One question that I hear a lot is whether a wide-angle lens or a strobe should be an underwater photographer’s first purchase?   You probably know the answer already, it all depends on what kind of photographs you would like to take.  If you are completely passionate about the small stuff, then simply using your compact camera and it’s built-in flash or a torch/video light, would be plenty enough to capture beautiful memories.

However, if you are as passionate about reef scenes, big animals, huge schooling fish, caves, wrecks and creative scenes of your buddy, then a wide angle lens is definitely a good route to choose.

But why do you need one?  As we learnt when we are divers, water magnifies our subjects, making them appear closer.  As there are also particles in the water, and water is also denser than air, the more that is between us and our subject, the blurrier it can appear in our photographs.  Therefore, by adding on a wide-angle lens, we not only get closer to our subject, giving it far more detail, sharpness and colour, but we can also capture more of the ambience of a scene.  If you are using a strobe, then by being able to get so much closer to your subject, it can work more effectively lighting up the larger scene and adding lots of vibrant colour.

UW Bonsai Tree

USS Liberty Wreck, Bali

Canon S95, INON UWL-165 AD with an INON S-2000 Strobe

So how does it fit onto your existing compact camera system?  There are two different ways, either by attaching it directly through the existing screw thread on the front of your camera housing, or via an adaptor made by INON which has a bayonet fitting and simply push fits onto your housing and is made secure with a screw underneath.  If you choose the bayonet option, please be careful that you make sure that it is completely snug in the adaptor by twisting it and you should hear a little click.  It really is so easy for these to become detached and end up as someone else’s free gift on their dive!  Lens caddies are available which attach onto an arm and both your close-up and wide angle lenses can be safely stored here during your dive.

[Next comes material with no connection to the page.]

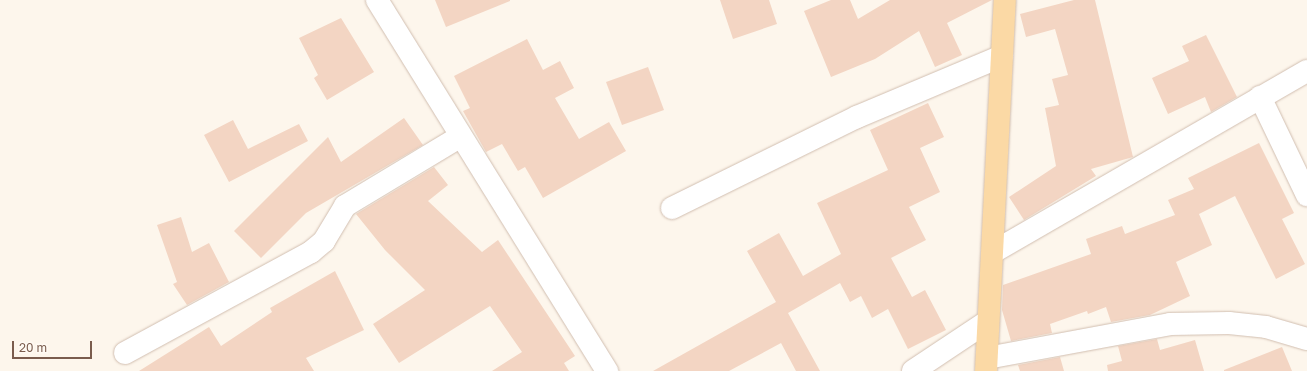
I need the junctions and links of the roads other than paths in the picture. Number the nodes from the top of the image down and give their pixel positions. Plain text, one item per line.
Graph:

The Pier at Nuweiba, Egypt

F30D with INON UFL-165AD Fisheye Lens, Underwater Mode

Next do you choose a standard wide-angle lens or a fisheye lens and what is the difference?  A wide-angle lens (useful for schooling fish, sharks, buddies, turtles, small wrecks) will give you a much wider angle of view than your standard compact camera, up to 100 degrees depending on the manufacturer, so always check this before purchasing.  Wide-angle lenses made by INON can add on an extra dome lens giving you up to 150 degrees.  A fisheye lens will add to your underwater creativity by giving straight lines close to you a curved effect and enable you to get much closer to reef scenes and large caves, therefore fitting more seascape views in the frame. If you ever need any independent advice (I don’t sell any underwater equipment) you are welcome to always message me.

Giant Frogfish small

Incredibly Large Painted Frogfish in Taba, Egypt

Cave Rays of Light

Magical Cave, The Passage, Raja Ampat, Indonesia

When I was leading a trip to snorkel with Basking Sharks in Cornwall, UK, I found that very annoyingly, my fisheye lens was way too wide for these large guys and ended up borrowing a guest’s wide-angle lens, for which I am still eternally grateful to be able to get this shot.

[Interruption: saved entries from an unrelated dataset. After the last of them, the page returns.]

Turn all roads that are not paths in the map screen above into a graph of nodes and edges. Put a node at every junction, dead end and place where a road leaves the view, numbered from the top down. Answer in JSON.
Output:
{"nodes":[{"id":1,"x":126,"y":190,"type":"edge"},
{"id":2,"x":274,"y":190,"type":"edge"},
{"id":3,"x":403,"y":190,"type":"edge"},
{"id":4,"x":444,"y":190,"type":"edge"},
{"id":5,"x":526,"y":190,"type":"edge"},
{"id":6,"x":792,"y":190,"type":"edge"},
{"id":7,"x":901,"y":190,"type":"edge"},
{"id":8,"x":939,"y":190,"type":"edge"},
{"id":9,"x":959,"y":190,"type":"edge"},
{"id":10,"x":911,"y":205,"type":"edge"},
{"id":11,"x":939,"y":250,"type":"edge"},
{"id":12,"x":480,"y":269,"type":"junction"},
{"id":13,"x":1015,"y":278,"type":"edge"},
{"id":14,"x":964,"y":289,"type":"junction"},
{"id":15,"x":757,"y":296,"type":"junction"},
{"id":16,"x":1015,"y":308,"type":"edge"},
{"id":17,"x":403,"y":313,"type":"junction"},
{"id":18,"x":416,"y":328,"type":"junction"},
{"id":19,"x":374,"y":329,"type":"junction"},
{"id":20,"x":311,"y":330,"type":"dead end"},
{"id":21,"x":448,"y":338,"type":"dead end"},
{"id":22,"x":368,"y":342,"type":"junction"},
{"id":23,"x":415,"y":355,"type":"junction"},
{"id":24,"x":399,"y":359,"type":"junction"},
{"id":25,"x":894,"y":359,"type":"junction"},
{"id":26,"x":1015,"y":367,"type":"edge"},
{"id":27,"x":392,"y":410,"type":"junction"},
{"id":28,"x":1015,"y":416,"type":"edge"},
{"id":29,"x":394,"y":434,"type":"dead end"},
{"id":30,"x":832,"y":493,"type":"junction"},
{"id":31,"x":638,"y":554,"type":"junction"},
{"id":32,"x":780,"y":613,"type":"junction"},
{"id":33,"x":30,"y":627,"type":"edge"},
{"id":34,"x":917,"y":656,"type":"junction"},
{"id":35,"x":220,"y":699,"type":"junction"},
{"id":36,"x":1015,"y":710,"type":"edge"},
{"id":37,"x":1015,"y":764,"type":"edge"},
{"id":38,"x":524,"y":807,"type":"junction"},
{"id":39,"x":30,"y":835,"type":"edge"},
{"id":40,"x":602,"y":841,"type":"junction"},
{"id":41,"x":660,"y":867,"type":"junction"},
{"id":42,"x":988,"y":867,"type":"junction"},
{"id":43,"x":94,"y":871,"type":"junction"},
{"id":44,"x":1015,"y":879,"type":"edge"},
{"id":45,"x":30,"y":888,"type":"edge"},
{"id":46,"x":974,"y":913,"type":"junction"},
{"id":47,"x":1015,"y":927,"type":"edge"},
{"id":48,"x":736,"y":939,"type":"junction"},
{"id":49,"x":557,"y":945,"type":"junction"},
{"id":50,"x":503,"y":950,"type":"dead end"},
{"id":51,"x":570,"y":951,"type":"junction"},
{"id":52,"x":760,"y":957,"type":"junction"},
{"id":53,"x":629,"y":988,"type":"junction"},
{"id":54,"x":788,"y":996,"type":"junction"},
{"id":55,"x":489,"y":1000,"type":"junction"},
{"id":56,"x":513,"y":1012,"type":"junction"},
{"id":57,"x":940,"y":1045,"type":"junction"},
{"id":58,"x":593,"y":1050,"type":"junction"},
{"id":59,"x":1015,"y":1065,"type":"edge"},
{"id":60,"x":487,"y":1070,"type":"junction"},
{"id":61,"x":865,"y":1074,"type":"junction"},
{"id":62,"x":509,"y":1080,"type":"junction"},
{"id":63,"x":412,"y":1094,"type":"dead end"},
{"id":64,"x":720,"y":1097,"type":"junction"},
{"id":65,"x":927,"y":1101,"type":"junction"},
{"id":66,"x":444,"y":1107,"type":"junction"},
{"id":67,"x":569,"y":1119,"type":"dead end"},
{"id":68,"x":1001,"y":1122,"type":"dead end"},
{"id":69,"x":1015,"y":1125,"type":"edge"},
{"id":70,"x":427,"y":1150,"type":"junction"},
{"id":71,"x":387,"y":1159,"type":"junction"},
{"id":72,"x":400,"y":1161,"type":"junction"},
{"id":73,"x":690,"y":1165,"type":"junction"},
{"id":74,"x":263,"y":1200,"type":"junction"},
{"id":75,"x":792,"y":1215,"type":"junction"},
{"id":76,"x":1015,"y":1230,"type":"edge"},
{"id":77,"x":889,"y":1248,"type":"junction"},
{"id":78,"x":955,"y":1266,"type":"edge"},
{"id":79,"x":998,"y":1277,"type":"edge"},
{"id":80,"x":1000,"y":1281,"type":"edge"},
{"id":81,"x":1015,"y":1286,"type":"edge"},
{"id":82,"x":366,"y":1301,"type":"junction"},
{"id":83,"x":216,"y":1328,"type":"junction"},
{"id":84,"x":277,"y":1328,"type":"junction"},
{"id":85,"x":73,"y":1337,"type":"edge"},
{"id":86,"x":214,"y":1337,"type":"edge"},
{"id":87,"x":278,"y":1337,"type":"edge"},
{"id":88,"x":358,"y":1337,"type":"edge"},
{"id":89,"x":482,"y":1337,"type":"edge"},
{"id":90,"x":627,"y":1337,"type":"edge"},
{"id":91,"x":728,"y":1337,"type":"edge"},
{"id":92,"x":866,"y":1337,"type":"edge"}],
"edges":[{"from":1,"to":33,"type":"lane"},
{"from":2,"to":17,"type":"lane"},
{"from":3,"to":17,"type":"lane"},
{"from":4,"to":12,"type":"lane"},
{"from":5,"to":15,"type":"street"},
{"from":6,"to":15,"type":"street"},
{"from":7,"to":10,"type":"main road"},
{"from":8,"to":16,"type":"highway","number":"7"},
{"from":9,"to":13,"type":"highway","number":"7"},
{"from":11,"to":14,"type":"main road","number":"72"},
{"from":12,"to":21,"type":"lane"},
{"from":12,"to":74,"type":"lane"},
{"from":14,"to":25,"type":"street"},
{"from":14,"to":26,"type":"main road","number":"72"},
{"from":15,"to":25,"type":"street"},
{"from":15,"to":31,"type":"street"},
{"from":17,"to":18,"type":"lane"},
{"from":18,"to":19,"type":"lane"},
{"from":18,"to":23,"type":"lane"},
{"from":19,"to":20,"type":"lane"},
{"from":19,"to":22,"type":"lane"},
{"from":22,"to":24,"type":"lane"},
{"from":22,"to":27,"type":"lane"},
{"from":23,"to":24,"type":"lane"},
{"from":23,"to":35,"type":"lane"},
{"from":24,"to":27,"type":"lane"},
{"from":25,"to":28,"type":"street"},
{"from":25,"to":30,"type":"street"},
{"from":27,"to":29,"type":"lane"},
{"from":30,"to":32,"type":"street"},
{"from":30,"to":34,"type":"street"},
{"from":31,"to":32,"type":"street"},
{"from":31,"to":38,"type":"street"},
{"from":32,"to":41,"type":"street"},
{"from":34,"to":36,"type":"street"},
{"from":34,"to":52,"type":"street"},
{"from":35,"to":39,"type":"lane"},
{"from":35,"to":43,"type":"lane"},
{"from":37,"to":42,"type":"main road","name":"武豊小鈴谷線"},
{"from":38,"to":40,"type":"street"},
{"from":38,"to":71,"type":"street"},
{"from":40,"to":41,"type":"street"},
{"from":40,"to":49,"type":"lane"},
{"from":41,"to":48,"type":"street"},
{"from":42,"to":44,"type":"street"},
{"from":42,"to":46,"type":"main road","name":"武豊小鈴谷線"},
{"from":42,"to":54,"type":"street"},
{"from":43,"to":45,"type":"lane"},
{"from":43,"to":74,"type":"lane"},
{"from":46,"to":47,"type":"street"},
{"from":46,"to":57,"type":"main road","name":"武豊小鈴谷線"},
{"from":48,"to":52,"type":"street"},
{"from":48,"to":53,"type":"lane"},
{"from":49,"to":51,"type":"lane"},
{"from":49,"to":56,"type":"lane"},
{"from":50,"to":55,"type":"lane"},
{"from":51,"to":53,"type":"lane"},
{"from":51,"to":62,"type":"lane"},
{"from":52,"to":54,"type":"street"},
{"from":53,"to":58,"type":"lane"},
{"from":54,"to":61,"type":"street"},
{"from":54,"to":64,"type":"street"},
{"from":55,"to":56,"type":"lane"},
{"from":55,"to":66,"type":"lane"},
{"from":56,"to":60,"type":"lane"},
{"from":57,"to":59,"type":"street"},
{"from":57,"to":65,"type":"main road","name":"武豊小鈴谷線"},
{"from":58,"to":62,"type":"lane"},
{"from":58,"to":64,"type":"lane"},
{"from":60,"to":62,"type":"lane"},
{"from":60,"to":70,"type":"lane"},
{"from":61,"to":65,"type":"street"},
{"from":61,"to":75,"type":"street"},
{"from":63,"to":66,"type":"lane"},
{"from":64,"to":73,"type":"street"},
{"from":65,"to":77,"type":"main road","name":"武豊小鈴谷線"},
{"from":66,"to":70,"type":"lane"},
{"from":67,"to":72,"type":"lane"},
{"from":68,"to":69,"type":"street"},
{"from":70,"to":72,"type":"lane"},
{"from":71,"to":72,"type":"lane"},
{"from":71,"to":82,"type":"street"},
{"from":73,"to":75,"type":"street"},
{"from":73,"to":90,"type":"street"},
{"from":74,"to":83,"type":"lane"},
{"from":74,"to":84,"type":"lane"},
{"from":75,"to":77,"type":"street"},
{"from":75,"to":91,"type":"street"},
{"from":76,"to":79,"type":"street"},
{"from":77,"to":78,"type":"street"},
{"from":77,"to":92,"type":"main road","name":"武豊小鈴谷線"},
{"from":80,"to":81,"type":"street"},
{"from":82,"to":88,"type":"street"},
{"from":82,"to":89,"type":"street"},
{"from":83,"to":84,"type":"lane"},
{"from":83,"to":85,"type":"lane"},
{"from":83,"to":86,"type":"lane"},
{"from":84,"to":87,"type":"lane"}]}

Basking Shark mouth closed small

And finally, to finish off with a cooling shot from Alaska which is very welcome in this huge heatwave that we are having here in the UK, either lens will help you to be able to take these kind of split-level shots.  Just remember to unscrew your lens slightly when you descend underwater to get rid of any air bubbles trapped inside and use some environmentally and ocean friendly washing up liquid on the outside of the lens to stop water droplets sticking to it.   And then all you need to do is keep incredibly still 🙂

Split Level Alaska


I really hope that this post helps you and if you need any help or advice, just let me know.

Wishing you lots of happy bubbles and fab diving this weekend.